Moi, la fille, la soeur, l'amie, la mère, l'épouse, l'amante, la douce, la bonne, la belle, la généreuse, l'attentionnée, l'aimante, la forte, la douce encore une fois...

Naitre femme ne suffit pas, il faut remplir ses fonctions, remplir les conditions, aimer le rose, sentir bon, ne pas crier! ne pas souffrir du syndrome du poil, ni des yeux cernés, ni des cheveux en vrac.
il ne suffit pas d'etre femme, il faut en apporter la preuve, il faut etre "féminine"!

Pire que d'etre femme, c'est d'etre femme et ne pas remplir les conditions pour accéder à ce statut.
Dans ce cas là, vous etes une espèce autre, qui suscite incompréhension et indignation.
J'aime le bleu, je n'aime pas les jupes, je préfère les voitures aux barbies, je ne mets pas de boucles d'oreilles, j'ai les cheveux courts, j'ai quelques poils sur les bras et je n'aime pas qu'on s'adresse à ma poitrine quand on s'adresse à moi.

quand j'étais enfant, on me disait "garçon manqué", la vérité c'est que j'étais libre.
je ne rentrais pas dans les cases, et je n'étais pas inquiète.
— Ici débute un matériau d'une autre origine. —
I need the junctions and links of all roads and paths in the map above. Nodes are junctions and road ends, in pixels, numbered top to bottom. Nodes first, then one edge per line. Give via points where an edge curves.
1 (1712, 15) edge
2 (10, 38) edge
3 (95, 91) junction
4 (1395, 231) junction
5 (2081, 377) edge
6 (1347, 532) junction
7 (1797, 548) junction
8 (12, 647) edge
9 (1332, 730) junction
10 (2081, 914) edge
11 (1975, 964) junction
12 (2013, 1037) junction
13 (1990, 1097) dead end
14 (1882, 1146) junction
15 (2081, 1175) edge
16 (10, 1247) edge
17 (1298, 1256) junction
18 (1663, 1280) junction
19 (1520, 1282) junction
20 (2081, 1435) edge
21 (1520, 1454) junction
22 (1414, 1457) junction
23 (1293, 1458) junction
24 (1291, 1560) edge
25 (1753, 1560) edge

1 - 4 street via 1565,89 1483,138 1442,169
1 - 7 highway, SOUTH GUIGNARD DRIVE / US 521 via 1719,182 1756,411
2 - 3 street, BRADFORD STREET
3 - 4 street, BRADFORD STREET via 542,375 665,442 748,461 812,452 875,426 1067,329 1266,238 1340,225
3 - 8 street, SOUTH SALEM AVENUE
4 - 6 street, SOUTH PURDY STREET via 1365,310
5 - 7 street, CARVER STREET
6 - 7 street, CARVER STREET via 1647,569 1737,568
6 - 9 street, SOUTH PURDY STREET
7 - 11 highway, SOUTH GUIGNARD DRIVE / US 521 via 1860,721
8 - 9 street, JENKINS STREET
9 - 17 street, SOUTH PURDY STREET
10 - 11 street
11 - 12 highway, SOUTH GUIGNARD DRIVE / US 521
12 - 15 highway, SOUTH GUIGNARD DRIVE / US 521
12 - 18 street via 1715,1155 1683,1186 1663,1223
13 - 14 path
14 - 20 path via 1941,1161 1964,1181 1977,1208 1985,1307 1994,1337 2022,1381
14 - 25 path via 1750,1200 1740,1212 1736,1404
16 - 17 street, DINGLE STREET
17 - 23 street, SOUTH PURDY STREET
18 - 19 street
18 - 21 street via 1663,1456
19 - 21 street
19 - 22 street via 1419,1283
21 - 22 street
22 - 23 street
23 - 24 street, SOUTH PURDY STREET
Mes amis de la gente masculine n'avaient pas non plus le droit à l'erreur, il leur est strictement interdit de pleurer, de se sentir vulnérable, de porter le rose, de jouer au poupée, de montrer de l'affection à l'égard de leurs amis hommes, de devenir sage-femme, de porter les cheveux longs, d'etre homme au foyer....
il fallait qu'ils apportent la preuve de leur virilité, de leur force, de leur supériorité, de leur suprematie.

Etre ou ne pas etre, telle n'est plus la question! il ne suffit plus d'etre mais de paraitre et de se soumettre aux règles d'une société tantot misogyne, tantot misandre, et puis s'accroupir, s'applatir et subir.
on a essayé de changer les choses, de protéger une minorité qui n'en est pas une, d'établir la sacro-sainte parité.

La discrimination positive! quelle idée ingénieuse qui consiste à sur-glorifier la femme, à vanter son role de génitrice, à la mettre en tete de liste non pas parce qu'elle est compétente mais parce qu'elle est femme, de la nommer dans les catégories féminines aux Oscars, de lui dire qu'elle est belle parce qu'elle est femme, qu'elle est tendre parce qu'elle est femme, qu'elle est forte parce qu'elle est femme. Réducteur!
Parfois meme , on s'amuse à dénigrer l'homme, à lui attribuer tous les vices de la race humaine tellement on est persuadé que pour aboutir à l'égalité, il faut déchoir l'homme de son trone, parce qu'il est trop bien, et la femme pas assez.
une manière antinomique de lutter pour une cause juste avec les mauvais moyens.

Aujourd'hui, se dire féministe suscite méfiance et indignation.
Les dérives de certaines pratiques font que le féminisme n'est plus considéré comme un moyen pour aboutir à un équilibre mais une façon d'imposer la domination d'un sexe sur l'autre.
une manière biaisée de lutter pour la parité...


Par ailleurs, si le Ying et le Yang est désillusion , le discrédit de la lutte féministe a donné naissance à la théorie du genre, le refuge de ceux qui se veulent neutres, qui ne rentrent pas dans les cases, qui ne s'identifient ni au premier, ni au deuxième sexe, mais plutot à l'humain que nous sommes.